We know that we will do this in 2 to 3 month intervals.
As I pulled into the bay, this is what began on the Christian radio station:
I know it seems
Like this could be
The darkest day you've known
But believe you me
The God of strength
Will never let you go
He will overcome, I know
And the arms that hold the universe
Are holding you tonight
You can rest inside
It's gonna be alright
And the voice that calmed the raging sea
Is calling you His child
So be still and know He's in control
He will never let you go
Lyrics/music by 33 Miles
As a believer, I've learned to erase "coincidence" from my vocabulary.
We drove to Indianapolis; I avoided that U-Turn mistake from February. I dropped Mike at the door and parked the car.
University Hospital is HUGE. Many elevators, many hallways, many departments. All I remembered was that we were on the bottom floor. I think I took a less-convenient elevator but eventually found the right room.
The ERCP takes about 45 minutes. Mike was back in his room within a hour after they wheeled him out. According to Dr. Vogel, a jovial Canadian, Mike "did well." They inserted a "slightly bigger stent" which hopefully will stay clear longer.
The doctor was headed to Louisville with his daughter, for a soccer tournament. I asked if he'd like my newspapers. He smiled and took them, with thanks.
Then, we drove home.
Mike remembers none of this, including the after-procedure chat with the doctor. I"m not sure what they 'give' him (technically, it's not general anesthesia) but he has to abide a tube down the throat, to the stomach and beyond, to the bile duct. They want him compliant. He is.

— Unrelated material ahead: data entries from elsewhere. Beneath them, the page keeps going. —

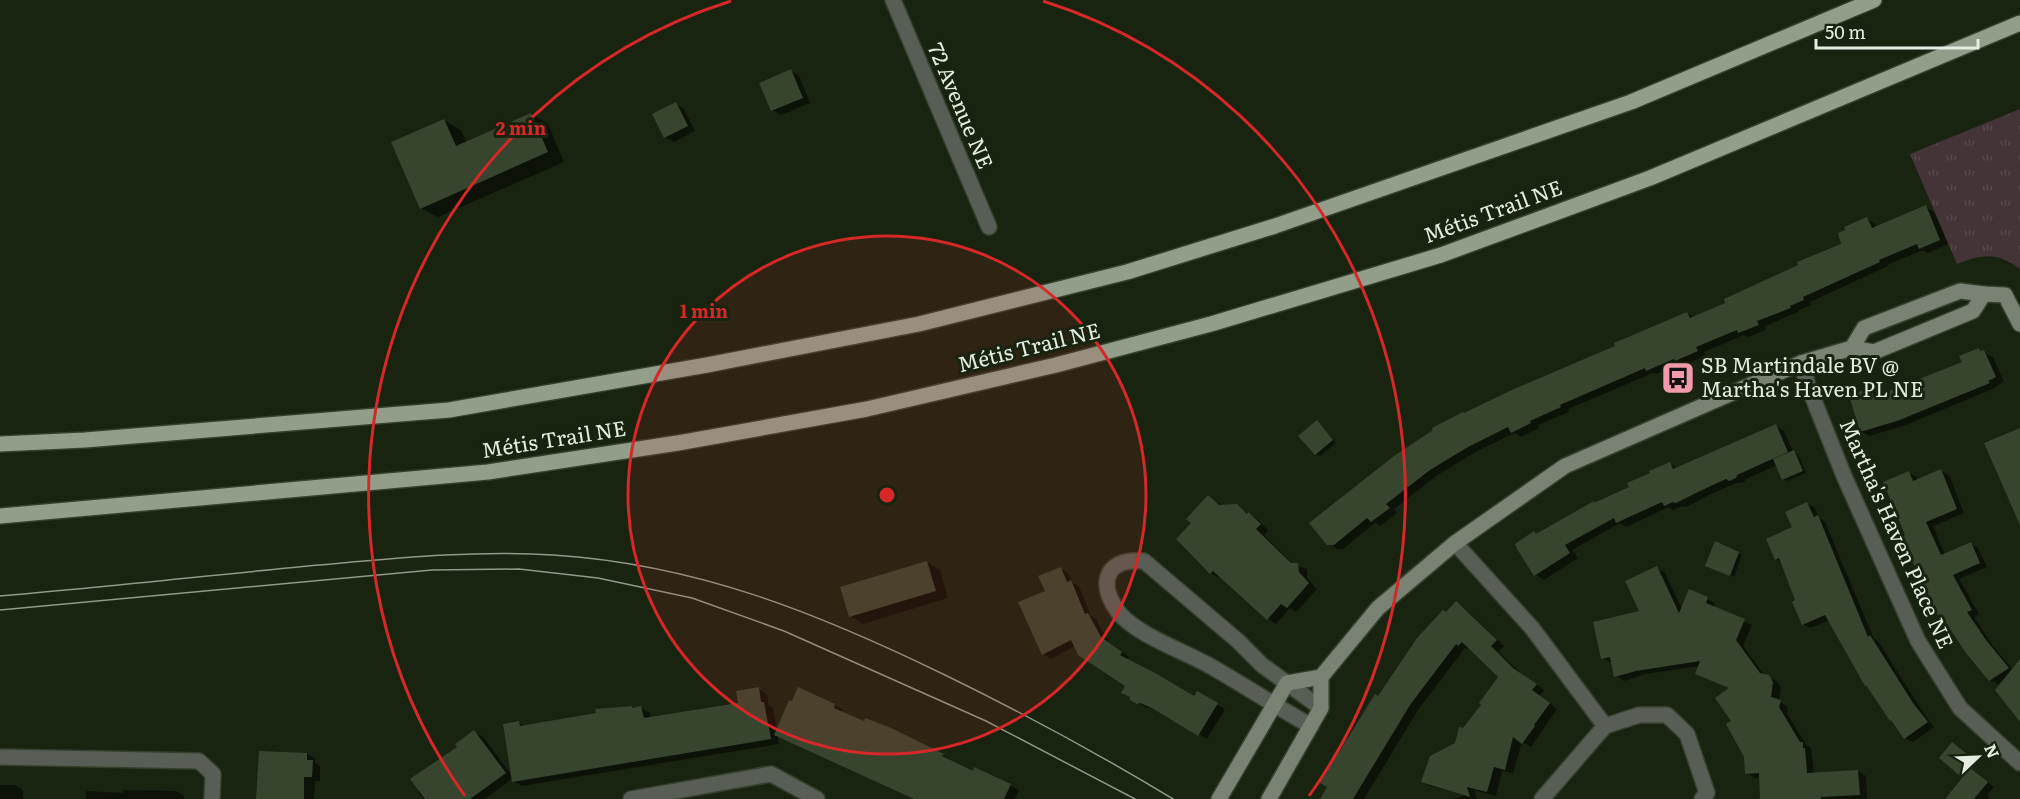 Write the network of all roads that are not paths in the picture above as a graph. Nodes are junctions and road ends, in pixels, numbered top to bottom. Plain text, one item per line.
1 (893, 0) edge
2 (1874, 0) edge
3 (2020, 23) edge
4 (988, 227) dead end
5 (1984, 294) junction
6 (2020, 324) edge
7 (1852, 348) junction
8 (1801, 363) junction
9 (0, 444) edge
10 (0, 516) edge
11 (1455, 543) junction
12 (1321, 677) junction
13 (1287, 684) junction
14 (1274, 705) junction
15 (1321, 708) junction
16 (1311, 726) junction
17 (1605, 726) junction
18 (0, 757) edge
19 (2020, 763) edge
20 (212, 799) edge
21 (631, 799) edge
22 (817, 799) edge
23 (1219, 799) edge
24 (1269, 799) edge
25 (1542, 799) edge
26 (1702, 799) edge

1 - 4 street, 72 Avenue NE
2 - 9 main road
3 - 10 main road, Métis Trail NE
5 - 6 street
5 - 7 street
5 - 7 street
7 - 8 street
8 - 11 street
8 - 19 street, Martha's Haven Place NE
11 - 12 street
11 - 17 street
12 - 13 street
12 - 15 street
13 - 14 street
13 - 14 street
13 - 15 street
14 - 16 street
14 - 23 street
15 - 16 street
16 - 24 street
17 - 25 street
17 - 26 street
18 - 20 street
21 - 22 street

When we got home, I tucked him in and he continued to be 'compliant' for the rest of the evening. He ate some jello and soup, wanted more but I stood my ground until about midnight when he got a grilled cheese sandwich. It was all buttery and brown, and melty, with grape jelly, just the way he loves it.
Ivy also loves grape jelly and she got some on her whiskers.

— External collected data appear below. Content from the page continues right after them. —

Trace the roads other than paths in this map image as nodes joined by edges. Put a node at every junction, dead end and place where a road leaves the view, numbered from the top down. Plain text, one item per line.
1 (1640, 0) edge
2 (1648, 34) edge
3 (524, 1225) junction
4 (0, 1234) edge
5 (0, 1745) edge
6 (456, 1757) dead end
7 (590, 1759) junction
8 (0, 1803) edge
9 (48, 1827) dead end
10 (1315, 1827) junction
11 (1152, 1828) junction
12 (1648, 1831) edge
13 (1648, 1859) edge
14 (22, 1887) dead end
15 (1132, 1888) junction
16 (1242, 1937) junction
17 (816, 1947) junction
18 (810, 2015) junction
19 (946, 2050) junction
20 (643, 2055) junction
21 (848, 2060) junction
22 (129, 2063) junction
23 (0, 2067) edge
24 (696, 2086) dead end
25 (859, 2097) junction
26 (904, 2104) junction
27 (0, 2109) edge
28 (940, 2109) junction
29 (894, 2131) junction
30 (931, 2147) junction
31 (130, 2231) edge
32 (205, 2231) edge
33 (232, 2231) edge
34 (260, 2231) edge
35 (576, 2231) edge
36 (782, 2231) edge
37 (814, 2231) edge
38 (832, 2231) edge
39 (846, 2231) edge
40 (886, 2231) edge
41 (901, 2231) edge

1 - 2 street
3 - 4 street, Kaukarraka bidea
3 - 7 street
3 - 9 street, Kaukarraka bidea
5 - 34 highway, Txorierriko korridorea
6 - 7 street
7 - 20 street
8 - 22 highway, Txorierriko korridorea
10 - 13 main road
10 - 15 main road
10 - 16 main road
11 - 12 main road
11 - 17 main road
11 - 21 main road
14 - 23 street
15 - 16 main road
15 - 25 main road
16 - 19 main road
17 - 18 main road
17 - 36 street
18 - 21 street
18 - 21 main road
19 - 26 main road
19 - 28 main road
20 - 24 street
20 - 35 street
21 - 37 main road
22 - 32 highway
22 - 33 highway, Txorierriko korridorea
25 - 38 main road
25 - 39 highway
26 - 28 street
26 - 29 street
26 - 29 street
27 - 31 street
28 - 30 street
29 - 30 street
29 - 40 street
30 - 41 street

By the AM, he ate a real breakfast and then went back to bed. We turned on The Food Network and watched 6 episodes of Man vs. Food. As it concluded, the hub said, "I want some barbecue." So we were off to our local 'real' pit BBQ place.
We knew that Monday was his next chemo. For the remainder of the weekend, we walked, and played, and talked. Saturday's cold and driving rain made way for a sunny Sunday.